## EXERCISE DESCRIPTION:
Please repeat only these lines, exactly: the one containing "thumb ip: (91, 89)" and all that come after it in the material.

## DATA RECORDS:
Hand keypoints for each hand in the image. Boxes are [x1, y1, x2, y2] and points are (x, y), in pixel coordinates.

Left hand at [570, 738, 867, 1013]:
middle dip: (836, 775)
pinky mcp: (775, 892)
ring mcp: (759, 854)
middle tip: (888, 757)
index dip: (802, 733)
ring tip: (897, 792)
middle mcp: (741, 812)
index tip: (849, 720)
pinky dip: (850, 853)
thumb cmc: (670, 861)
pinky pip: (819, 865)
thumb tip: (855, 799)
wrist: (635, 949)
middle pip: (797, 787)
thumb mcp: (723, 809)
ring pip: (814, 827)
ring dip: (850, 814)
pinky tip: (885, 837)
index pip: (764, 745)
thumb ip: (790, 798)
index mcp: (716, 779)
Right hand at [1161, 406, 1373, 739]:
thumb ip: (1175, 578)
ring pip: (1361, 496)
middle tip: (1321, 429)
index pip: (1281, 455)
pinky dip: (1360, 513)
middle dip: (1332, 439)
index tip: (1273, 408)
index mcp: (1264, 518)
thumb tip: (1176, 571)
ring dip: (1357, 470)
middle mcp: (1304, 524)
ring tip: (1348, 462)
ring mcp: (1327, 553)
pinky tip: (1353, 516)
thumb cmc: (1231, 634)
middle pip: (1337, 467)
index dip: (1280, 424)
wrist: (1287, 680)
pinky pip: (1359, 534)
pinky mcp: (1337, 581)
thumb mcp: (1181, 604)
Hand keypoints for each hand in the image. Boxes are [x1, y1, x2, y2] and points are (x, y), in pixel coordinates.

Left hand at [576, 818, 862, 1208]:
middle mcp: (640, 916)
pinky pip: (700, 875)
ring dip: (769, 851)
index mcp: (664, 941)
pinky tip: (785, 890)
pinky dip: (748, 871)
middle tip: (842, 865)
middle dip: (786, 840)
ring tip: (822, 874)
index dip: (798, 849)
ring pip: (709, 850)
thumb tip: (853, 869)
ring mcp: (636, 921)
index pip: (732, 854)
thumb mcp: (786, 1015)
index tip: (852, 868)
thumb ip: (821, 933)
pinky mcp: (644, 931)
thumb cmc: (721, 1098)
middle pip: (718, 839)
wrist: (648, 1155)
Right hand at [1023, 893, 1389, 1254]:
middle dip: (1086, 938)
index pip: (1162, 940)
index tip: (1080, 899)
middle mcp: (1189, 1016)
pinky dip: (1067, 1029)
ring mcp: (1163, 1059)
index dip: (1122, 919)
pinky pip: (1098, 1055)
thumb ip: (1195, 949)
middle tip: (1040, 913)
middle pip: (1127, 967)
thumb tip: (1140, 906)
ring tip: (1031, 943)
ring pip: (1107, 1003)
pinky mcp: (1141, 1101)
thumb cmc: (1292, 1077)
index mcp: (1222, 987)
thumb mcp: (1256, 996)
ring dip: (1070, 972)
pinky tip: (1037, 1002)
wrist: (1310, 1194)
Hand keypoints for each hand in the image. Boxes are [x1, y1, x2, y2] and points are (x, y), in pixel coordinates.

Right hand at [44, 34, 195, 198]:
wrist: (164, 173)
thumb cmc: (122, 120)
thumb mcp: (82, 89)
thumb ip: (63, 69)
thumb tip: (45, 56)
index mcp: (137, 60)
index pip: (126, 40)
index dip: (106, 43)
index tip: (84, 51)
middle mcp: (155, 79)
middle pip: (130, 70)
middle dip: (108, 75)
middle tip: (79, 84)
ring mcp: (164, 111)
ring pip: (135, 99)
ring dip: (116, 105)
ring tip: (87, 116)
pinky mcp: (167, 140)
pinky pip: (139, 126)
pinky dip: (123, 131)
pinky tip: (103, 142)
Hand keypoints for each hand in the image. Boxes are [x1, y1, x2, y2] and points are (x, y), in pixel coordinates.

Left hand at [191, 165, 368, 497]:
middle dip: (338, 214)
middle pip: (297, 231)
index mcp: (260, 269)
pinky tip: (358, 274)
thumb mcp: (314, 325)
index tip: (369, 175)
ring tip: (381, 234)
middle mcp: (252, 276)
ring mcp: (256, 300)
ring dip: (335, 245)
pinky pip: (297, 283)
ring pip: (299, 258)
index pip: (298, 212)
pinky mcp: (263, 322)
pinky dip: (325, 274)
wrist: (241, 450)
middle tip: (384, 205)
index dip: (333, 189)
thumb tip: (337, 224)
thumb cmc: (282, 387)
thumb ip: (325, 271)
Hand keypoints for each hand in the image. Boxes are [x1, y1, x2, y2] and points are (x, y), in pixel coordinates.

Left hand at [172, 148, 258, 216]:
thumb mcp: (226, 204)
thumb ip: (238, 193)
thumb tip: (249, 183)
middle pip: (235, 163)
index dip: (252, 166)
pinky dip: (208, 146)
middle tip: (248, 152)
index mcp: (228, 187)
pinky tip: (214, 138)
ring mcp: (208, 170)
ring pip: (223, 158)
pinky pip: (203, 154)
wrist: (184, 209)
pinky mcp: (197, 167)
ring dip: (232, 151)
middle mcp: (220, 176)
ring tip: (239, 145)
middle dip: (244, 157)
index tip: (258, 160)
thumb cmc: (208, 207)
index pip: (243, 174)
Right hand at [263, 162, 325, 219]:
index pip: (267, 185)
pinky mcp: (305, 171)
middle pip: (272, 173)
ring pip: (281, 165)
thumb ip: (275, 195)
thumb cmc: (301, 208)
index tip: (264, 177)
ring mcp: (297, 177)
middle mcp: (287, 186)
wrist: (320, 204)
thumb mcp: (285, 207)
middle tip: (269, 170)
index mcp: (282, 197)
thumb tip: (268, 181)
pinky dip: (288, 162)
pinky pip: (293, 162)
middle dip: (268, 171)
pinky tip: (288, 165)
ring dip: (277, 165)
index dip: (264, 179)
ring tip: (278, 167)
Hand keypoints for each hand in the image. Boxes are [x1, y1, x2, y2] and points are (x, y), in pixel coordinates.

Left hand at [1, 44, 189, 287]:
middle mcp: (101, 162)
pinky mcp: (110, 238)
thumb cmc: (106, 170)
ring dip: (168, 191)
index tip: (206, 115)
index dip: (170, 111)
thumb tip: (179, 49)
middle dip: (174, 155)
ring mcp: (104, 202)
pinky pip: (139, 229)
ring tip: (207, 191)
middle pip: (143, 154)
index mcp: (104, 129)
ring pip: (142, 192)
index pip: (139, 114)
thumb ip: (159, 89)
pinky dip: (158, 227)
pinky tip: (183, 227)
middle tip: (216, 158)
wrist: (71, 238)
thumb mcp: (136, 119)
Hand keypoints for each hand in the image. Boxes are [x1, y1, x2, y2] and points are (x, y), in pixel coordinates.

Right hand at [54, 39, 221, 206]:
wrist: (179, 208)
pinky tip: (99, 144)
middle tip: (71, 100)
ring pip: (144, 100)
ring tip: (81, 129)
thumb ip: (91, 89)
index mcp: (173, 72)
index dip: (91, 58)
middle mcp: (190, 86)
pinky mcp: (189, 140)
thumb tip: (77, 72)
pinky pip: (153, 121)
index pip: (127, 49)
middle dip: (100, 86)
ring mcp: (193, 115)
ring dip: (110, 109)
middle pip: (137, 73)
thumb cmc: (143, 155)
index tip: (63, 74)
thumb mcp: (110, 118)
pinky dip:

## TASK RESULT:
thumb ip: (91, 89)
index mcp: (173, 72)
index dip: (91, 58)
middle mcp: (190, 86)
pinky mcp: (189, 140)
thumb tip: (77, 72)
pinky pip: (153, 121)
index pip: (127, 49)
middle dip: (100, 86)
ring mcp: (193, 115)
ring dip: (110, 109)
middle pip: (137, 73)
thumb cmc: (143, 155)
index tip: (63, 74)
thumb mcp: (110, 118)
pinky dip:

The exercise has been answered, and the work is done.